> _Exercise instructions_:
Only a number is expected in reply: the number of lines below that include the word "lane".

(Records from a data source)
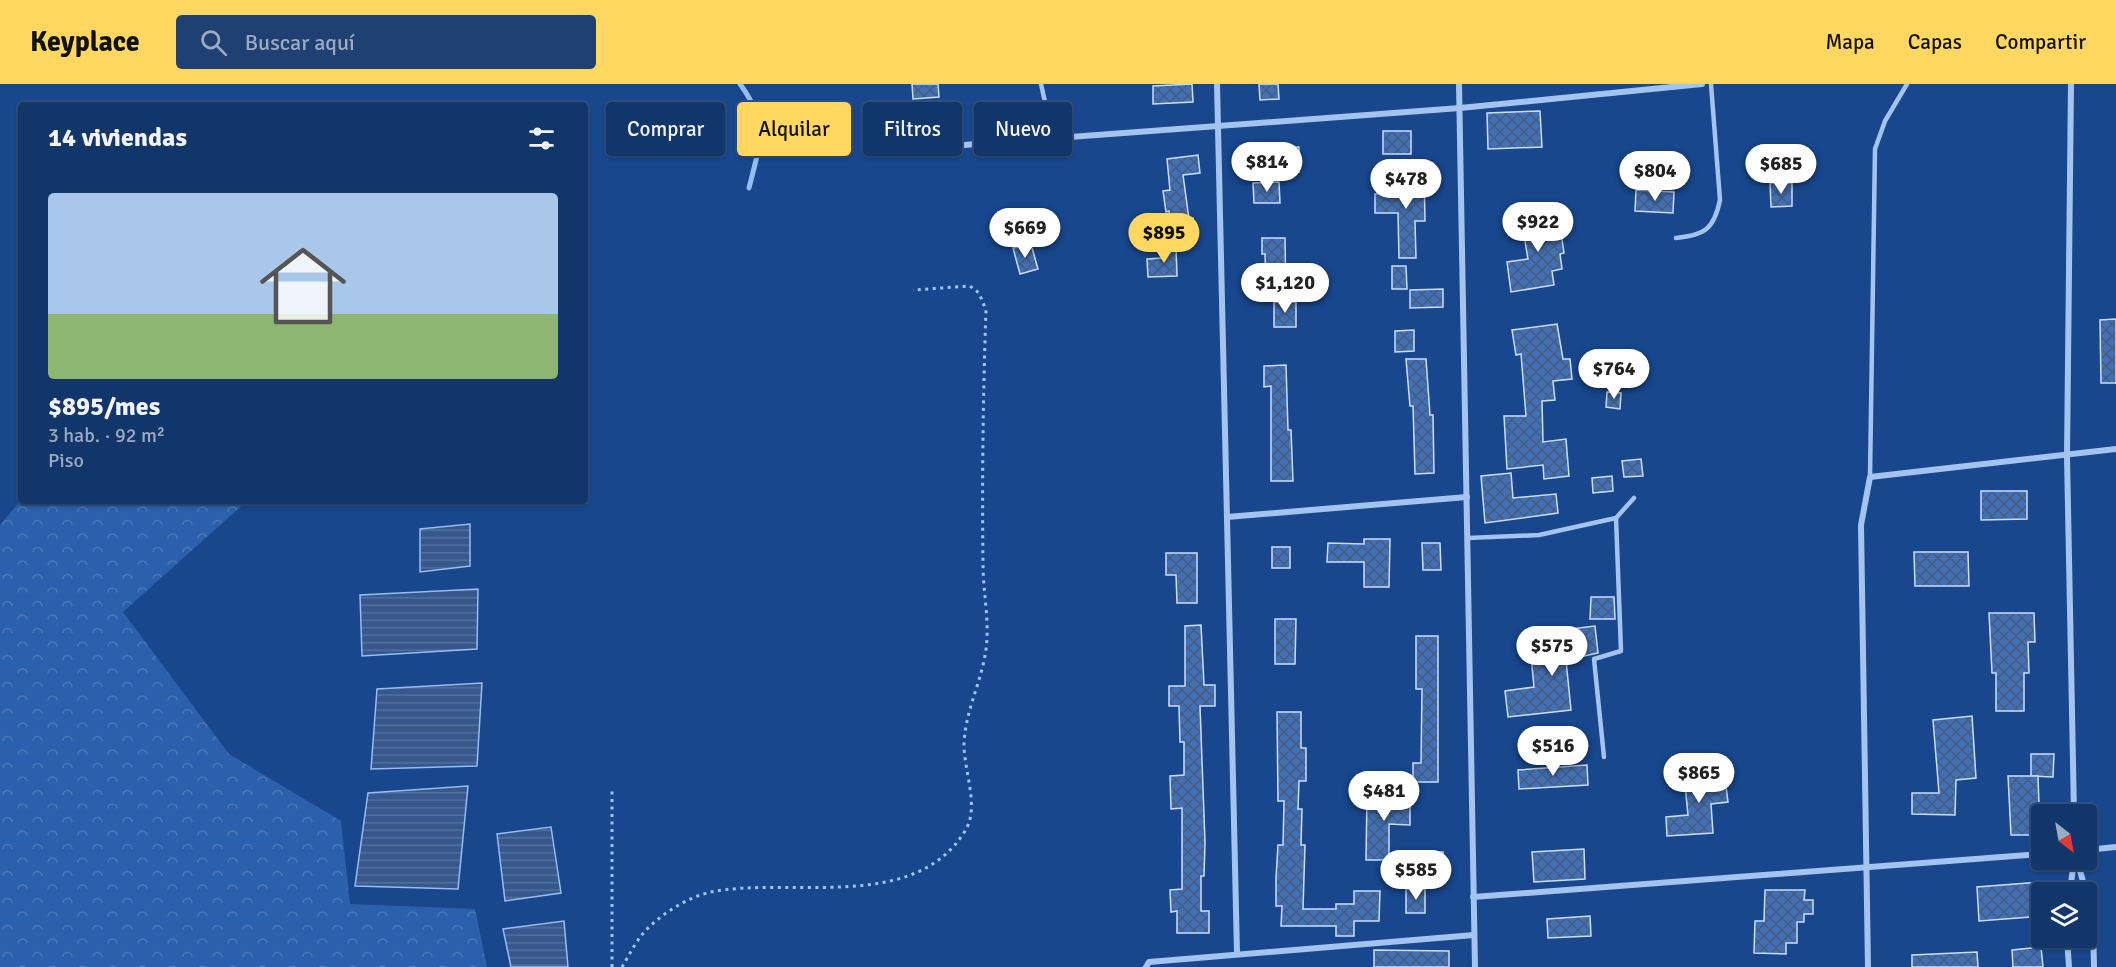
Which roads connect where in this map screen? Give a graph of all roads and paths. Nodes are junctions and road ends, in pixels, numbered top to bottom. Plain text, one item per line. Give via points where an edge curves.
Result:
1 (1041, 84) edge
2 (1217, 84) edge
3 (1459, 84) edge
4 (1702, 84) edge
5 (1711, 84) edge
6 (1907, 84) edge
7 (2071, 84) edge
8 (1045, 102) edge
9 (1460, 108) junction
10 (1218, 125) junction
11 (1072, 137) edge
12 (1676, 238) dead end
13 (913, 290) dead end
14 (2116, 449) edge
15 (2067, 456) junction
16 (1870, 477) junction
17 (1467, 497) junction
18 (1634, 498) dead end
19 (1227, 517) junction
20 (1616, 518) junction
21 (1468, 538) junction
22 (1604, 757) dead end
23 (612, 788) dead end
24 (2074, 804) edge
25 (2116, 847) edge
26 (2097, 849) edge
27 (2031, 855) edge
28 (1866, 866) junction
29 (1473, 897) junction
30 (1474, 934) junction
31 (2068, 948) edge
32 (2094, 948) edge
33 (1237, 953) junction
34 (612, 967) edge
35 (622, 967) edge
36 (1146, 967) edge
37 (1475, 967) edge
38 (1868, 967) edge
39 (2069, 967) edge
40 (2094, 967) edge

1 - 8 lane
2 - 10 street
3 - 9 street
4 - 9 street
5 - 12 lane via 1720,200 1716,218 1696,236
6 - 16 lane via 1885,121 1875,148
7 - 15 street
9 - 10 street
9 - 17 street
10 - 11 street
10 - 19 street
13 - 35 path via 970,286 979,292 986,310 982,437 987,639 966,721 964,748 971,806 967,829 955,845 926,867 883,884 710,892 673,909 642,934
14 - 15 street
15 - 16 street
15 - 24 street
16 - 28 street via 1861,525
17 - 19 street
17 - 21 street
18 - 20 lane
19 - 33 street
20 - 21 lane via 1539,535
20 - 22 lane via 1622,651 1594,659
21 - 29 street
23 - 34 path
25 - 26 street
27 - 28 street
28 - 29 street
28 - 38 street
29 - 30 street
30 - 33 street
30 - 37 street
31 - 39 street
32 - 40 street
33 - 36 street via 1149,962

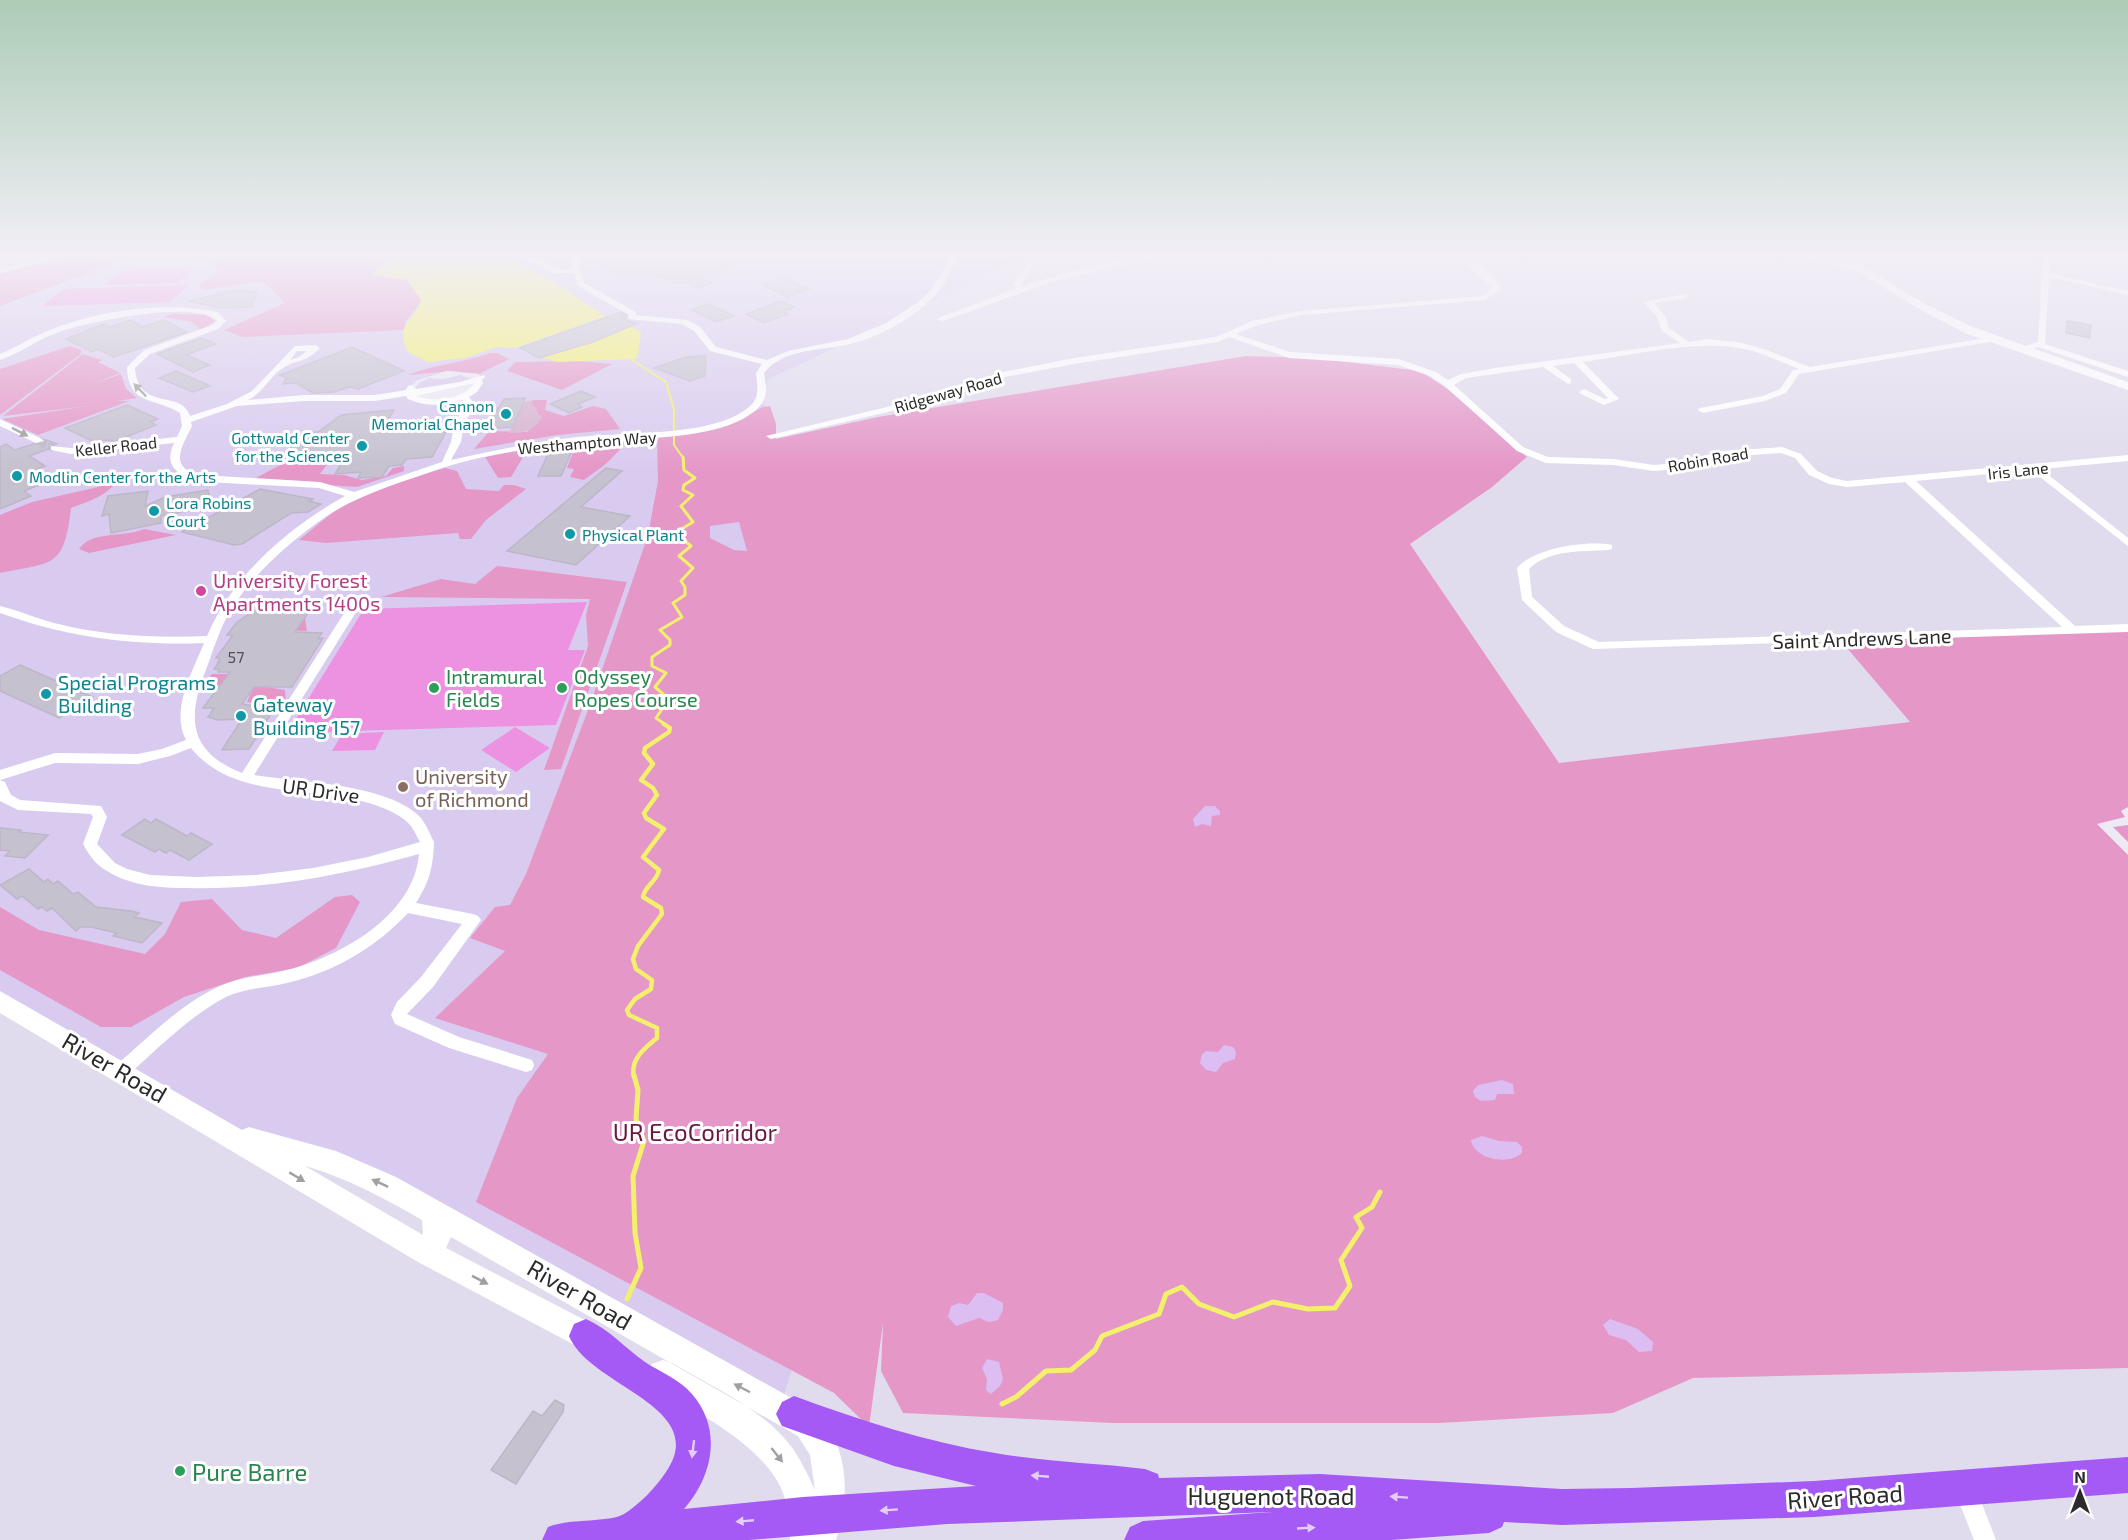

> _Answer to this task_:
6